Toutes ces maisons, dont je viens d’esquisser le plan général et uniforme, n’avaient qu’un seul étage, c’est-à-dire le rez-de-chaussée. On ne trouve que dans les chambres des esclaves, comme dans les boutiques des marchands, de petits entresols, ou plutôt des soupentes, coupant la chambre en deux parties, inférieure et supérieure. Toutes les pièces où les étrangers pénétraient, telles que l’atrium, le triclinium, la salle de réception, etc., étaient ouvertes, ou pour mieux dire, à jour et comme en plein air. Au contraire, les chambres à coucher, ne recevant d’air et de jour que par la porte ouverte sur l’atrium, restaient soigneusement fermées, et la maison tout entière, bien close dans ses murailles, n’avait absolument aucune autre ouverture extérieure que le passage d’entrée donnant sur la rue. En cela, les habitations romaines ressemblaient aux habitations de l’Orient.

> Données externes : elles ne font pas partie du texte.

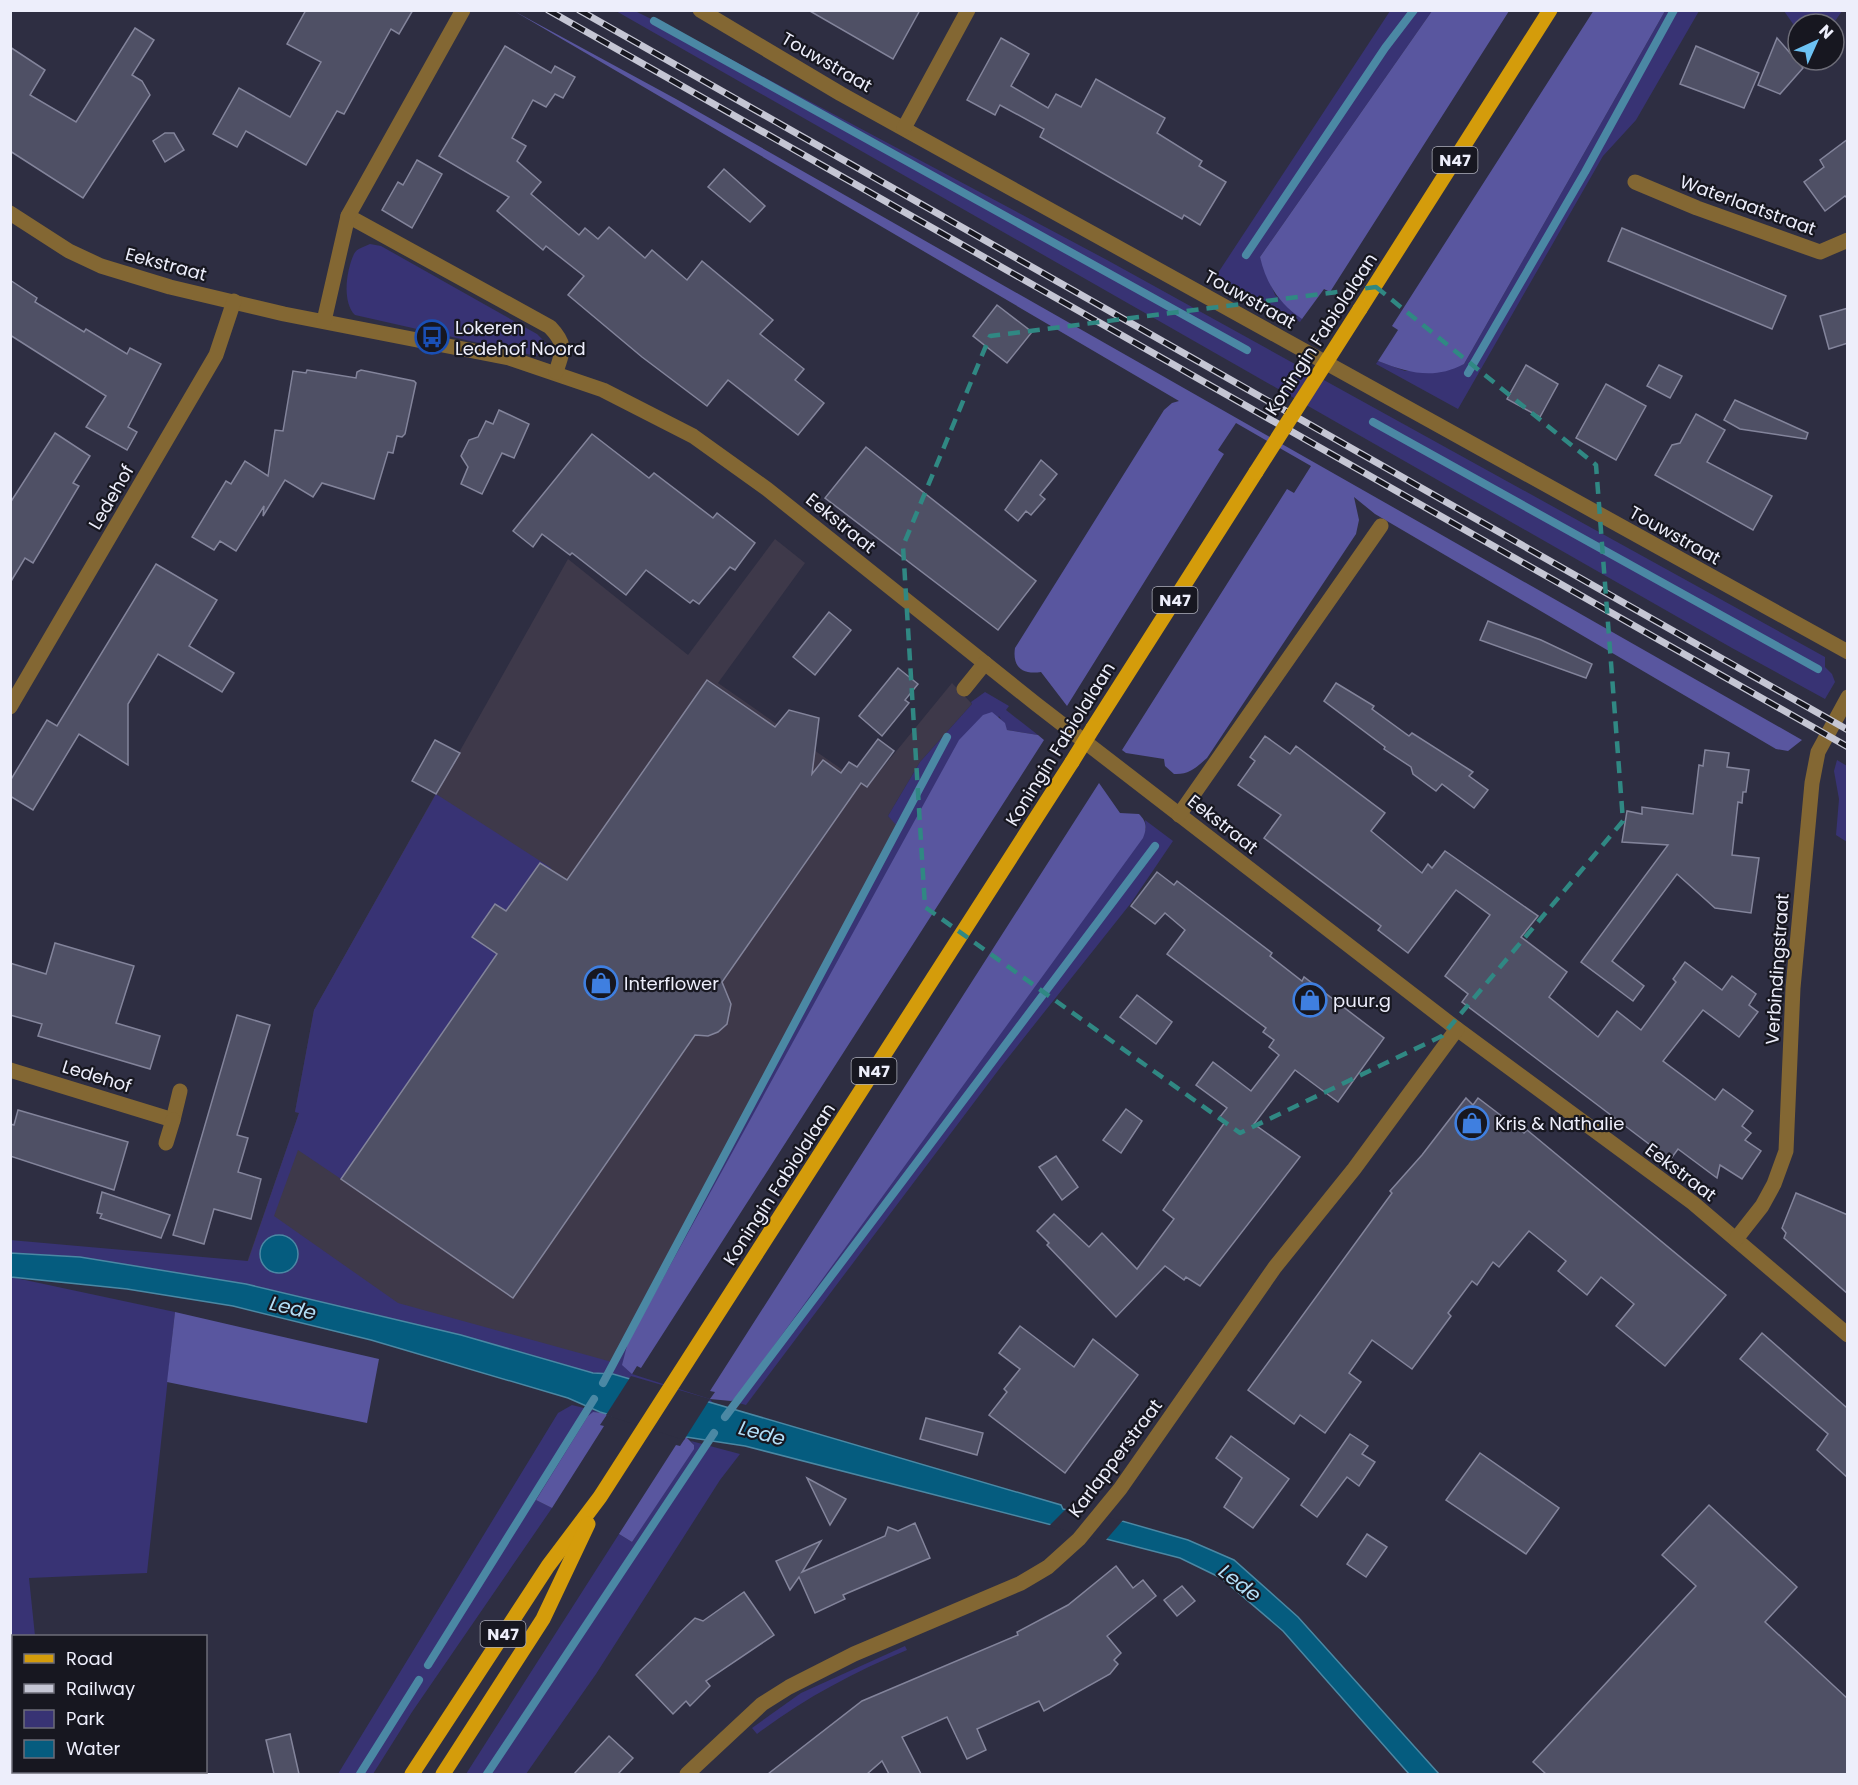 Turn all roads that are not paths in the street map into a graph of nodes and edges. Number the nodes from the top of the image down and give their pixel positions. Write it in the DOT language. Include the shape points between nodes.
graph roads {
  1 [pos="463,10"];
  2 [pos="700,10"];
  3 [pos="969,10"];
  4 [pos="1550,10"];
  5 [pos="904,128"];
  6 [pos="1635,182"];
  7 [pos="10,213"];
  8 [pos="348,216"];
  9 [pos="1848,240"];
  10 [pos="234,301"];
  11 [pos="324,321"];
  12 [pos="556,372"];
  13 [pos="1381,526"];
  14 [pos="1848,652"];
  15 [pos="986,663"];
  16 [pos="964,689"];
  17 [pos="1848,697"];
  18 [pos="10,707"];
  19 [pos="1179,815"];
  20 [pos="1456,1029"];
  21 [pos="10,1070"];
  22 [pos="180,1091"];
  23 [pos="173,1120"];
  24 [pos="166,1143"];
  25 [pos="1736,1239"];
  26 [pos="1848,1335"];
  27 [pos="600,1497"];
  28 [pos="412,1774"];
  29 [pos="443,1774"];
  30 [pos="687,1774"];
  1 -- 8 [label="street"];
  2 -- 5 [label="street, Touwstraat"];
  3 -- 5 [label="street"];
  4 -- 27 [label="main road, Koningin Fabiolalaan / N47, bridge"];
  5 -- 14 [label="street, Touwstraat"];
  6 -- 9 [label="street, Waterlaatstraat" via="1820,252"];
  7 -- 10 [label="street, Eekstraat" via="69,251 101,266"];
  8 -- 11 [label="street"];
  8 -- 12 [label="street" via="550,327 561,338 563,349"];
  10 -- 11 [label="street, Eekstraat"];
  10 -- 18 [label="street, Ledehof" via="216,355"];
  11 -- 12 [label="street, Eekstraat" via="508,358"];
  12 -- 15 [label="street, Eekstraat" via="649,412 732,462"];
  13 -- 19 [label="street"];
  15 -- 16 [label="street"];
  15 -- 19 [label="street, Eekstraat"];
  17 -- 25 [label="street, Verbindingstraat" via="1818,752 1813,774 1793,988 1786,1151 1762,1206"];
  19 -- 20 [label="street, Eekstraat"];
  20 -- 25 [label="street, Eekstraat"];
  20 -- 30 [label="street, Karlapperstraat" via="1354,1169 1275,1267 1079,1539 1021,1583 854,1654 789,1687 762,1704"];
  21 -- 23 [label="street, Ledehof"];
  22 -- 23 [label="street"];
  23 -- 24 [label="street"];
  25 -- 26 [label="street, Eekstraat"];
  27 -- 28 [label="main road, Koningin Fabiolalaan / N47" via="548,1566"];
  27 -- 29 [label="main road, Koningin Fabiolalaan / N47" via="543,1619"];
}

Lorsqu’on arrive à celle des portes de Pompeï qui est depuis longtemps déblayée, et où l’on trouva le corps de ce factionnaire qu’empêcha de fuir une trop sévère observation de sa consigne, commence la rue des Tombeaux. C’est le nom qu’on donne à la voie ou grande route qui menait à la ville de ce côté, et que, suivant un usage dont on trouve tant de preuves à l’entour de Rome, les habitans bordaient de tombes et de mausolées. Là se trouvent des constructions de forme un peu différente des maisons de l’intérieur : d’abord, et tout près de la porte, à main gauche, un vaste bâtiment qui était à coup sûr une hôtellerie, car son grand porche en arcades voûtées est tout-à-fait semblable aux façades des auberges d’Italie ; un peu plus loin, à main droite, la maison de campagne d’un habitant riche, et qu’on appelle maison de Diomède, parce qu’un certain Marcus-Arrius Diomedes avait fait élever vis-à-vis le tombeau de sa fille. Cette maison est curieuse par la grandeur inaccoutumée des pièces qui la composent, et par les vastes proportions du jardin, où l’on coupait, quand je l’ai visité, un magnifique champ de blé. Elle est curieuse aussi par sa disposition générale ; car, le sol au niveau de la rue étant plus élevé que celui du jardin, elle se trouve avoir deux étages, lesquels reposent sur quatre grands berceaux de caves, comme diraient nos maçons, qui font le tour de l’habitation entière. C’est à l’entrée de l’une de ces caves, où s’était réfugiée la famille du propriétaire pendant l’éruption, que l’on trouva dix-sept cadavres parfaitement conservés. Une des personnes étouffées en cet endroit par la cendre, et qu’on appelle la femme de Diomède, était encore debout contre la muraille, où son empreinte est marquée, parée de ses vêtemens, de ses joyaux, entre autres de magnifiques bracelets ciselés, et portant à la main une bourse pleine de monnaies.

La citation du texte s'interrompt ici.